Sunday, 18 March 2012

Pause In Lent #4 Liberality

A Pause in Lent Floss

I had to look this one up – and found this definition

Liberality – the pursuit of Will

Liberality is a spirit of generosity for a proper and worthy charity that may involve the donation of our time, our money, or other possessions.Liberality is completely different from the political philosophy of liberalism. Liberality is personal rather than social, and it is the opposite of the sin of avarice.

Avarice is greed, the inordinate love of earthly things, especially money. It is inordinate when we are not guided by reason or need, when we go to unusual lengths to get material goods, or when we are miserly in giving. Greed short-sightedly neglects permanent reward in heaven for temporary rewards in this life. We conquer greed by the practice of liberality

cardinals-consortingPaul reminded Timothy “For we brought nothing into the world, and we can take nothing out of it. But if we have food and clothing, we will be content with that. Those who want to get rich fall into temptation and a trap and into many foolish and harmful desires that plunge people into ruin and destruction.

For the love of money is a root of all kinds of evil. Some people, eager for money, have wandered from the faith and pierced themselves with many griefs.”

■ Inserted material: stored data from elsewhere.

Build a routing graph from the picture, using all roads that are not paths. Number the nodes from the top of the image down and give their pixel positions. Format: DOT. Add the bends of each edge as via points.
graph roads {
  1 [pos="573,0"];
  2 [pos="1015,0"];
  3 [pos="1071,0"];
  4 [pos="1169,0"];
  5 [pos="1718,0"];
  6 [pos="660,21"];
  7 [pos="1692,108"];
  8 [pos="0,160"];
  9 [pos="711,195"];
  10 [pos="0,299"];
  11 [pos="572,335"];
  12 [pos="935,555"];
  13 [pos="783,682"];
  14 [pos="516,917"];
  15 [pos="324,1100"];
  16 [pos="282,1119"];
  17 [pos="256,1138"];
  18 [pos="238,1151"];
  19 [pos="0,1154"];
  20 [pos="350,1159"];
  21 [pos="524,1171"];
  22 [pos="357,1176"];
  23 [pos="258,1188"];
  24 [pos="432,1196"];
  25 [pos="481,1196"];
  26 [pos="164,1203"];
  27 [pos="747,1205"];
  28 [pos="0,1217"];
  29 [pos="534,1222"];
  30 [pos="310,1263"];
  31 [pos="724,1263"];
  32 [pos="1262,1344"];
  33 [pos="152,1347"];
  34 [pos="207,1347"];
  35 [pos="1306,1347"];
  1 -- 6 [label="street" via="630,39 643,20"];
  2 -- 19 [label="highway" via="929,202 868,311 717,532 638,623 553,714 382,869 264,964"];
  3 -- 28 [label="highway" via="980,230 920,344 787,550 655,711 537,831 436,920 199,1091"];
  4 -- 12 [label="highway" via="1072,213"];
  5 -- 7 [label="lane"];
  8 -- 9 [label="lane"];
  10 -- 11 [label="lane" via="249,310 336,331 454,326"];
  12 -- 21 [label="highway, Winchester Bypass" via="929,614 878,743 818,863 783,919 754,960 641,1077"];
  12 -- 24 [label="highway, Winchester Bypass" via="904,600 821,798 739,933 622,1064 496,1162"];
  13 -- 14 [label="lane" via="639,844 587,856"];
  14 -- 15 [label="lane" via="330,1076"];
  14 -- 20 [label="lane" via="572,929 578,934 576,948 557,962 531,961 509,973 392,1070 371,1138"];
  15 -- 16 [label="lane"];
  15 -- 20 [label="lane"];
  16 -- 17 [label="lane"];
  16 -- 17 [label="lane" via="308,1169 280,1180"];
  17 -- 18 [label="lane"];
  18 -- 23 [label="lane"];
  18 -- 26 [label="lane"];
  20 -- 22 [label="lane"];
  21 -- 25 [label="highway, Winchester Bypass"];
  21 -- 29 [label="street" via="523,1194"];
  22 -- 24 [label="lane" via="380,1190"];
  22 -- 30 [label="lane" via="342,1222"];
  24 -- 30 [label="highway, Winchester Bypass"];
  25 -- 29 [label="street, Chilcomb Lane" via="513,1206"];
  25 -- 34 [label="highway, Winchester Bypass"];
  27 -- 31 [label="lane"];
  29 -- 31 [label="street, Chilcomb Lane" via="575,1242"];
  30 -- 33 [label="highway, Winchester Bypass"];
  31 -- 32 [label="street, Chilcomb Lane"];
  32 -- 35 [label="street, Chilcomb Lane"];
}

For three years running [2009-2011], my Lent Challenge was to give away something every day from Ash Wednesday till Easter. It was incredible – some people found it hard to accept something given without expectation of return, I was amazed by how many things other people kept giving me – and I can honestly say I have not missed anything I donated, or regretted passing it on.

There are some things about the definition of the virtue of liberality above that strike a chord with me

  • ‘a proper and worthy charity’ – we should be wise in our stewardship
  • ‘the donation of money, time or other possessions’ – depending on the situation, which of those three am I able to give? and which is the easiest to give, and which the most costly? Handing over a five pound note, or spending time volunteering, or giving away a possession which might be of use to the recipient – or all three?
  • ‘personal rather than social’ – my church fellowship here is incredibly generous in the proportion of its annual budget which is given away to those outside, and the money I give to the church is part of that. That does not absolve me from any personal responsibility in giving to other causes.
  • ‘greed short sightedly neglects permanent reward in heaven for temporary reward in this life’ – in the light of eternity, just how important is it for me to possess something?

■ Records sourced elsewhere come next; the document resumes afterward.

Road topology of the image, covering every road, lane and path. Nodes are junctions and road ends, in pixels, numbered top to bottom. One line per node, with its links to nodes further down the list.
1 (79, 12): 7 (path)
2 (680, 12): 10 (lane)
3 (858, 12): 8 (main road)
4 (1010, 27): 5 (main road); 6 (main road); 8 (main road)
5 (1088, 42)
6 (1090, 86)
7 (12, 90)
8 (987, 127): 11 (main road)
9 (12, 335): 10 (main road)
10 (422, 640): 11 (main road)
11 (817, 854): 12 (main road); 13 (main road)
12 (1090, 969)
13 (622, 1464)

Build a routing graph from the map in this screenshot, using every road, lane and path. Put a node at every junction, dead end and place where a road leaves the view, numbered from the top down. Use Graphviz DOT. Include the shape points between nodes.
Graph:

philip henry no foolPhilip Henry, the nonconformist preacher [1631-1696] and father of Matthew [who wrote the famous Bible Commentary] said

“He is no fool who parts with that which he cannot keep, when he is sure to be recompensed with that which he cannot lose.”

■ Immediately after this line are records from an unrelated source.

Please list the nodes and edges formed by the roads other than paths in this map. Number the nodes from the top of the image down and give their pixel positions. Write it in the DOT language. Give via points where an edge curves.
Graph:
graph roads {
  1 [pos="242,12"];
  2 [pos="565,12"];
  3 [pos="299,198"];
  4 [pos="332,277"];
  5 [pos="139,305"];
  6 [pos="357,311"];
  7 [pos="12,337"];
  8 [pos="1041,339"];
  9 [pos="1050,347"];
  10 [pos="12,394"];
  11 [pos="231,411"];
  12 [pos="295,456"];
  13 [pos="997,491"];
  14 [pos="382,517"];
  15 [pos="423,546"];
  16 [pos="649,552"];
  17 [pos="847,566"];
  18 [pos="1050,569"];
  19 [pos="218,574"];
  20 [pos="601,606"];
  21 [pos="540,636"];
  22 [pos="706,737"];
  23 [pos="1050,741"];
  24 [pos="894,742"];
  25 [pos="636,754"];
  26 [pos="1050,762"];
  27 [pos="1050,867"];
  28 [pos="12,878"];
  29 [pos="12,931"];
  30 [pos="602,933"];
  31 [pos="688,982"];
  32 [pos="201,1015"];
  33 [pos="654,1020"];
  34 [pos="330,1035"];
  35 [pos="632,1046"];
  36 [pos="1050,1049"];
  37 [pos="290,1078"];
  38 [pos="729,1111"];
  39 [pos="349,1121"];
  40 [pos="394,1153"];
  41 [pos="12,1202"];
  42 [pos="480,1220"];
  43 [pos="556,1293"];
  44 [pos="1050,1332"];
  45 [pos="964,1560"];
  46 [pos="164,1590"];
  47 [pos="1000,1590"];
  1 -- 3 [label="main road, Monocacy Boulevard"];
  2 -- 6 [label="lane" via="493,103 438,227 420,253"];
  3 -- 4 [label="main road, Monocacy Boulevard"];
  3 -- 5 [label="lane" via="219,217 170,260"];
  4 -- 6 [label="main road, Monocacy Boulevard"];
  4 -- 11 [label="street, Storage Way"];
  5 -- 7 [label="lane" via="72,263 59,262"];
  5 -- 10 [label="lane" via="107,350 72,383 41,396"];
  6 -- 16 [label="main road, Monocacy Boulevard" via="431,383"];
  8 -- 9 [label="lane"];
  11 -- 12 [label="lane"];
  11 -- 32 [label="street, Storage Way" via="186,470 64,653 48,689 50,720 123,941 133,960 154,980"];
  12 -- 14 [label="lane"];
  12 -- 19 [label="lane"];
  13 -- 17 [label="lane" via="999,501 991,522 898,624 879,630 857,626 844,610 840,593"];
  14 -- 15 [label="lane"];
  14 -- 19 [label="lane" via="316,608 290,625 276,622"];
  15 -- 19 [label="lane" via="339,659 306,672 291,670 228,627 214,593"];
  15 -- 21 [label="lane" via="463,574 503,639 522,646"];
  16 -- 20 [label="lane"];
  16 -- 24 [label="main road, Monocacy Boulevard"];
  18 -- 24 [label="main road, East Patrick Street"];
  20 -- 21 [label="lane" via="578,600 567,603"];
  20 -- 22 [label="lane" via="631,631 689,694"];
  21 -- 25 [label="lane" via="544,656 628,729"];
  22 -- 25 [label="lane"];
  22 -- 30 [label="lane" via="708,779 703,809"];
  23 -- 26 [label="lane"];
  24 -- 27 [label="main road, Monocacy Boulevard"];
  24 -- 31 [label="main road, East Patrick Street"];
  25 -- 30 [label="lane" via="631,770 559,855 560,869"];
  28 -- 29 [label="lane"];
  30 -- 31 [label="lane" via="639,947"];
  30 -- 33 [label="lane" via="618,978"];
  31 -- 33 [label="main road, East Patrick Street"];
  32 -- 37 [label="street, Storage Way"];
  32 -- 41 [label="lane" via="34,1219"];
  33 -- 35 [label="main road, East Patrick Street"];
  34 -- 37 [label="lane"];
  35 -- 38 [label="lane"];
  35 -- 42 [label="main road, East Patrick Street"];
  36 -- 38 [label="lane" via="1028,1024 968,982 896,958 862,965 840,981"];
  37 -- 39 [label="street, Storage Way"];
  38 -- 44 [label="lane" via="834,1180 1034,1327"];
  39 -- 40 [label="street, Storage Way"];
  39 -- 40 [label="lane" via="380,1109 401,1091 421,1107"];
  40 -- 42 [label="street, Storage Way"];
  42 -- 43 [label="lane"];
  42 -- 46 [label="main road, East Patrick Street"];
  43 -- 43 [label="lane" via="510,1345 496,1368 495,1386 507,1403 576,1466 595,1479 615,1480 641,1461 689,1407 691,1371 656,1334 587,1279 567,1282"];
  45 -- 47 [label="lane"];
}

Despite sophisticated alarm systems, thieves still manage to nick stuff. Moths chew through sweaters and ballpoint pens leak over tablecloths and handbags. Recent events have shown us that banks are unreliable. Let’s keep our real treasures in heaven, and hold lightly to the things we have on earth – and be ready to share the many blessings we have with others.


  1. The last paragraph is so true, another great post, with lots to think about, thanks.

  2. Hi Angela! So true! We can travel very light on this life journey, can't we?
    What a lovely party your church had for the blessed couple! The yellow cake DOES look scrumptious! I'm glad you tasted it.
    I've lost one of my bridesmaids, I must find her again!
    (BIG HUG and happy Sunday, friend!)

  3. PP - how did you lose her? That sounds uncharacteristically careless of you!